There was some argument. [name not declassified] had the idea maybe they should go directly to the Chief of Staff’s office. I vetoed that. I thought it was too dangerous, so anyhow [name not declassified]—
Mr. Helms: Excuse me just a second. At this point had Mossadeq already fled? I mean are you aware he had disappeared?
Mr. Roosevelt: We weren’t sure where he was. He had left his house by then, yes, but we didn’t know. The rumor was he had gone to the Chief of Staff’s office, and so [name not declassified] went out on the street, but this, like every other part of the plan, didn’t go quite according to schedule.
[Page 735][name not declassified] got out on the Naderi, and he saw some air force officers, so he said to the guy who was driving him along, he said, “You have done enough. Now it is up to me. Let me out right here,” and the guy let him out, and [name not declassified] went up to these air force officers who recognized him and embraced him. [less than 1 line not declassified] and so very popular with them, and they said, “What can we do for you?” He said, “I would like a tank, if you please,” and they said, “Fine, we will get you a tank,” so they searched around and they got him a tank, and they put him in it, and they draped themselves all over the outside of the tank, and then they said, “Now do you know where General Zahedi is?” and he said, “Yes, I do and, as a matter of fact, we have a date to meet him at 4:30.” Well, then they looked at their watches, and it was only ten past four. They said, “The hell with that. Take us to him right now.”
[name not declassified] said to me afterwards, he said, “What can I do?” So he took them to him, and this tank came sailing right into the compound of this house, and Iranian Army officers poured out of it, and they went in and they got Zahedi out of the basement, and they put him on their shoulders, and they put him in the tank, and they marched up to Radio Teheran.

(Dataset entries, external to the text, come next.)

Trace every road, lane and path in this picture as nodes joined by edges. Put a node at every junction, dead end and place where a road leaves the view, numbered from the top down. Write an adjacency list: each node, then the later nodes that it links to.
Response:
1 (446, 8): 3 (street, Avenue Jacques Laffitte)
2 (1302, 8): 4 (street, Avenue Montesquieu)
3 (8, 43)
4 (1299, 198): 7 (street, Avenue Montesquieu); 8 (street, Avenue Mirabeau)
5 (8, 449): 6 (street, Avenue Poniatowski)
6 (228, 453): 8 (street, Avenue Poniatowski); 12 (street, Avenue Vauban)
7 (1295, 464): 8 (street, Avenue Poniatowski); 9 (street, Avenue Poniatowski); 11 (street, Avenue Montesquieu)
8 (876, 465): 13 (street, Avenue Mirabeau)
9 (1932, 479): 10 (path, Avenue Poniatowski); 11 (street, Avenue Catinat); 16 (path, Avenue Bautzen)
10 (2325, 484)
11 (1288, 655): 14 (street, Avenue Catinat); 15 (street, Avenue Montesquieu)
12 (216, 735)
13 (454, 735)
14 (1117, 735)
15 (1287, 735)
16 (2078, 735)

Fortunately there were so many wild stories going around that night that this one got no more attention than any of the others, and also, fortunately, the guy who got the credit for it was the landlord of the house. He was considered to be a great patriot for having hidden Zahedi out without the knowledge of the Americans.
Mr. Wilber: It is a long way out to the radio station. How did the tank get up there without breaking down?
Mr. Roosevelt: It just shows MAAG has done a good job. The tanks were getting around pretty well that day. We lost any immediate responsibility for the operation from then on. They took it into their own hands, and they kept in constant touch with us, but largely about security measures, what to do about the Tudeh, how to act when the Chief of Police whom they had counted on defected on them and fled to the hills.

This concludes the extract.